SCADA, Architectural Styles, and the Web

A position paper for the W3C Workshop on Web of Services for Enterprise Computing, by Benjamin Carlyle of Westinghouse Rail Systems Australia.

Introduction

The Web and traditional SCADA technology are built on similar principles and have great affinity. However, the Web does not solve all of the problems that the SCADA world faces. This position paper consists of two main sections: The first section describes the SCADA world view as a matter of context for readers who are not familiar with the industry; the second consists of a series of "Tier 1" and "Tier 2" positions that contrast with the current Web. Tier 1 positions are those that are based on a direct and immediate impact on our business. Tier 2 positions are more general in nature and may only impact business in the longer term.

The SCADA World View

Supervisory Control and Data Acquisition (SCADA) is the name for a broad family of technologies across a wide range of industries. It has traditionally been contrasted with Distributed Control Systems (DCS), where distributed systems operate autonomously and SCADA systems typically operate under direct human control from a central location.

The SCADA world has evolved to usually be a hybrid with traditional DCS systems, but its meaning has expanded further. When we talk about SCADA in the modern era, we might be talking about any system that acquires and concentrates data on a soft real-time basis for centralised analysis and operation.

SCADA systems or their underlying technologies now underpin most operational functions in the railway industry. SCADA has come to mean "Integration" as traditional vertical functions like train control, passenger information, traction power, and environmental control exchange ever more information. The demands of our customers for more flexible, powerful, and cost-effective control over their infrastructure are an ever-increasing set.

Perhaps half of our current software development can be attributed to protocol development to achieve our integration aims. This is an unacceptable figure, unworkable, and unnecessary. We tend to see a wide gap between established SCADA protocols and one-off protocols developed completely from scratch. SCADA protocols tend to already follow many of the REST constraints. They have limited sets of methods, identifiers that point to specific pieces of information to be manipulated, and a small set of content types.
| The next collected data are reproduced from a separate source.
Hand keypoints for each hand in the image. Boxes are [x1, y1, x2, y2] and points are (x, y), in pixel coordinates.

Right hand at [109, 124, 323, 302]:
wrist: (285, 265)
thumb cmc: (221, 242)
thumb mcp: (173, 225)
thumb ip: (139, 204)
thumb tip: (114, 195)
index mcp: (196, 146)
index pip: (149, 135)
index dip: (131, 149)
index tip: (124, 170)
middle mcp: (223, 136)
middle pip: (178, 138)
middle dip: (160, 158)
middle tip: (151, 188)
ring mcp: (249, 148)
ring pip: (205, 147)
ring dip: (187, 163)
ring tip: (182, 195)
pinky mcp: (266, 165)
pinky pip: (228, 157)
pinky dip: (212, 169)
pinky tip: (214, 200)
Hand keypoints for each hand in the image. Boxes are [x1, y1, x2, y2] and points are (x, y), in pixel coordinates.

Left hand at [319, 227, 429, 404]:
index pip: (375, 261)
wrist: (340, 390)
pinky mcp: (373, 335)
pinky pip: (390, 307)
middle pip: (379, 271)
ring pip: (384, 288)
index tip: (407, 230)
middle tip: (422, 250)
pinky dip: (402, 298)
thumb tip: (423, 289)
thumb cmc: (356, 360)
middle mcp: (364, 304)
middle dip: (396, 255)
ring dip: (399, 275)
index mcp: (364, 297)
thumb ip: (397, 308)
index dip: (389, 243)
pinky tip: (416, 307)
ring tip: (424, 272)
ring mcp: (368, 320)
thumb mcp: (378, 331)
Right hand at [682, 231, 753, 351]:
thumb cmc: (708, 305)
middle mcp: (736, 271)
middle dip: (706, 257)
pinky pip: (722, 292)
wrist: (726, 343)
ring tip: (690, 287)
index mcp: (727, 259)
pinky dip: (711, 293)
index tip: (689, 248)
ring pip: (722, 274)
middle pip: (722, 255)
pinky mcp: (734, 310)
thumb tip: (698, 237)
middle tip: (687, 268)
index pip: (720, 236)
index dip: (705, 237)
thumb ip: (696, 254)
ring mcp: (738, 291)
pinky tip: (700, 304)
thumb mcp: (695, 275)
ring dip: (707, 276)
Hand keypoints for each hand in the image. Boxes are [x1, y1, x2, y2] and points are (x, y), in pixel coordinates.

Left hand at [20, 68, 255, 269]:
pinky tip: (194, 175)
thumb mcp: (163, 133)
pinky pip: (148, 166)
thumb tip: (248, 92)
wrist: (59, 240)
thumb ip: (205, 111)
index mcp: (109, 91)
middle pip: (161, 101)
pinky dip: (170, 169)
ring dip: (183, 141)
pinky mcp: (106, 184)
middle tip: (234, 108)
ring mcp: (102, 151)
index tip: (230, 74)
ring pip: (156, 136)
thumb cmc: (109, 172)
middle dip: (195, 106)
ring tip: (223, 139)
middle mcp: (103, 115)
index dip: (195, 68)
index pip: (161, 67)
The one-off protocols tend to need more care before they can be integrated, and often there is no architectural model to be found in the protocol at all.

We used to think of software development to support a protocol as the development of a "driver", or a "Front End Processor (FEP)". However, we have begun to see this consistently as a "protocol converter". SCADA systems are typically distributed, and the function of protocol support is usually to map an externally-defined protocol onto our internal protocols. Mapping from ad hoc protocols to an internally-consistent architectural style turns out to be a major part of this work. We have started to work on "taming" HTTP for use on interfaces where we have sufficient control over protocol design, and we hope to be able to achieve Web-based and REST-based integration more often than not in the future. Our internal protocols already closely resemble HTTP.

The application of REST-based integration has many of the same motivations and goals as the development of the Semantic Web. The goal is primarily to integrate information from various sources. However, it is not integration with a view to query but with a view to performing system functions. For this reason it is important to constrain the vocabularies in use down to a set that in some way relate to system functions.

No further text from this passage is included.